Matching curves (Need Help)

I am designing a sign using easel. I need to make two jigs that will essentially allow me to match an inside curve to an outside curve perfectly, with repeatable results.

When you carve a piece of stock, you essentially remove the bits width of material resulting in the inside and outside curves being a different radius.

I’m looking for a way to have matching inside and outside curve templates that I would be able to use as jigs combined with a flush trim router bit.

I can’t get the curves to match perfectly no matter what I do.

Any help would be great.

Thank you,

  • Jared

What have you done? Some of it depends on the curve.
The inlay app in Easel would probably work.

If you have any flex in your system the bit will always “drag behind” the intended path ever so slightly, skewing the curve.
If there is difference in flex between the X and Y axis the skew will be similar.
The Xcarve have a accuracy of about 0.1mm at best (when properly tuned)
If pushed too hard this will increase.

How perfect do you need your jigs to be?
Example of what you want to do?

Marius recently posted a youtube video where he talks about a specialty bit setup and templates that let him do what you describe.

Even if this doesn’t get you to where you need to be, it at least discusses what goes on to make a tight curved joint possible.
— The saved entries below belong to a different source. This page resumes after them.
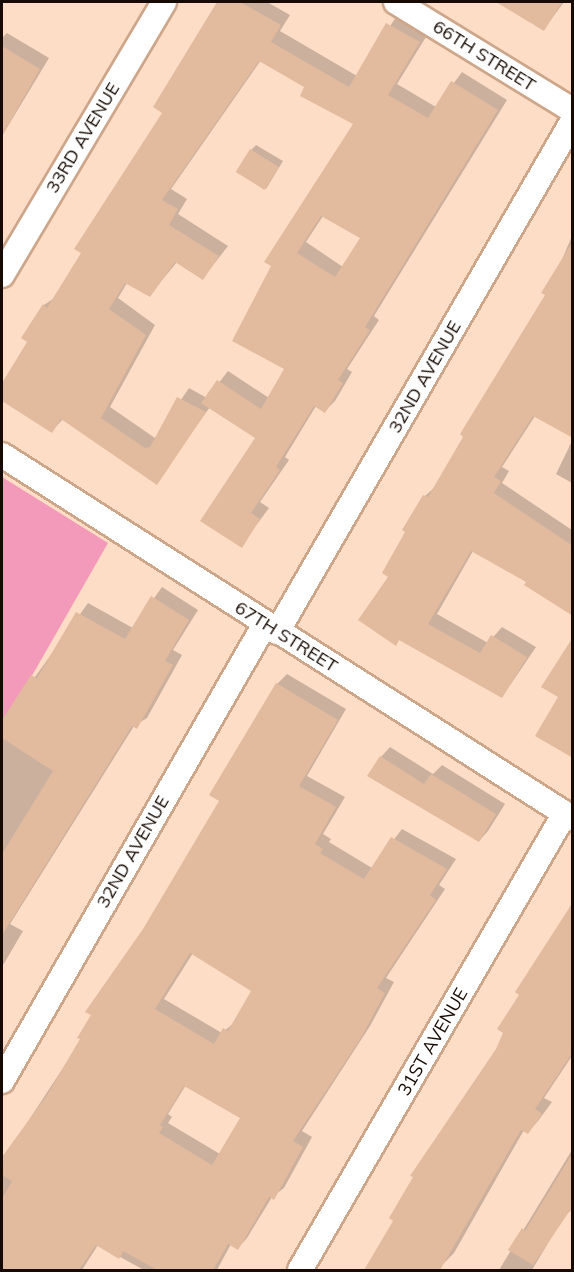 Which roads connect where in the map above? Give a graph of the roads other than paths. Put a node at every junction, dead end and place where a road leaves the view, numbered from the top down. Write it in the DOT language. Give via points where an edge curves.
graph roads {
  1 [pos="164,2"];
  2 [pos="396,2"];
  3 [pos="573,110"];
  4 [pos="573,122"];
  5 [pos="2,275"];
  6 [pos="2,455"];
  7 [pos="271,628"];
  8 [pos="569,816"];
  9 [pos="2,1081"];
  10 [pos="300,1270"];
  1 -- 5 [label="street, 33RD AVENUE"];
  2 -- 3 [label="street, 66TH STREET"];
  4 -- 7 [label="street, 32ND AVENUE"];
  6 -- 7 [label="street, 67TH STREET"];
  7 -- 8 [label="street, 67TH STREET"];
  7 -- 9 [label="street, 32ND AVENUE"];
  8 -- 10 [label="street, 31ST AVENUE"];
} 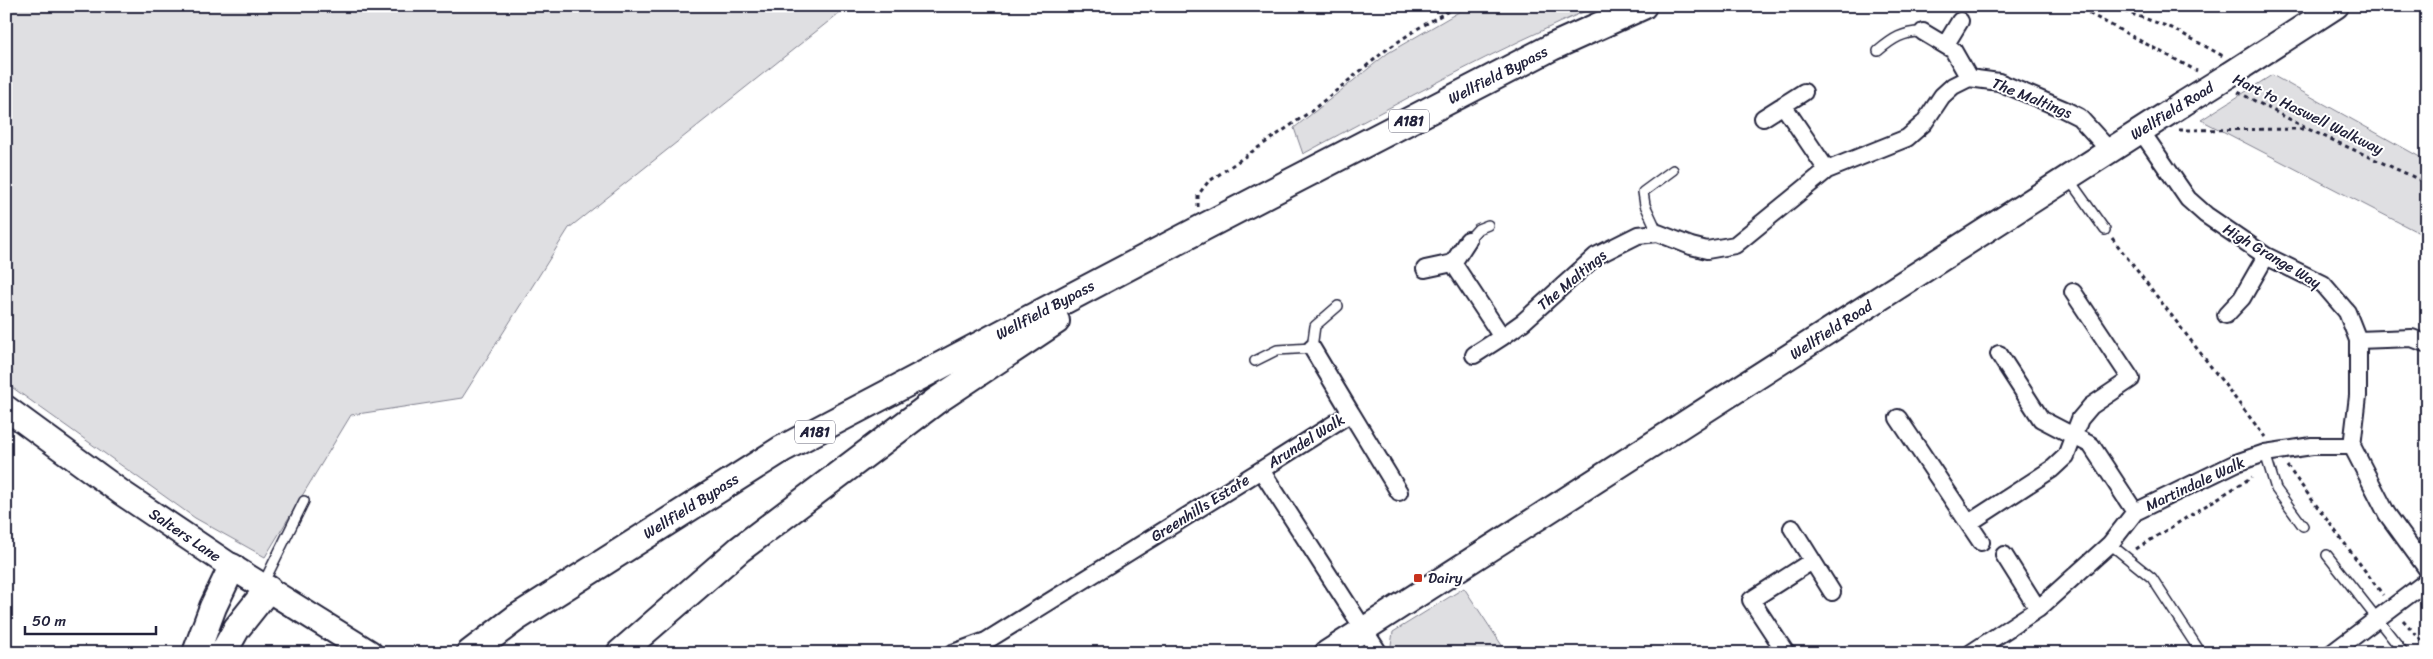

This is exactly the sort of thing I am trying to do. However, I’m located in the US and you can’t buy those bits anywhere. I have searched far and wide. That 1/4" or 6mm bit doesn’t exist on any manufactures website. I have a 1/2" template bit that I can switch out bearings, but you would need a 2" bearing to compensate for offset. 2" bearings don’t exist for a 1/2" router bit.

You could order these from overseas. Even if the bits have a metric shank, you should still be ab le to order metric collets for your router.

Other than that, if you want to go the full X-carve path…
1). you will need to draw your curve and no part of that curve can have a radius smaller than the cut width of the bit you are using. (you can’t make pointy or narrow parts too small for the bit to fit into"
2) basic Easel has two types of cuts outline and fill. You don’t want outline because it will cut along the curve instead of staying on one side or the other.
3) you will make two fill areas. One that cuts the maple area away from the walnut and another that cuts the walnut area away from the maple.

With other software like vectric it is easier. you can define your curve and tell the software to cut on one side or the other.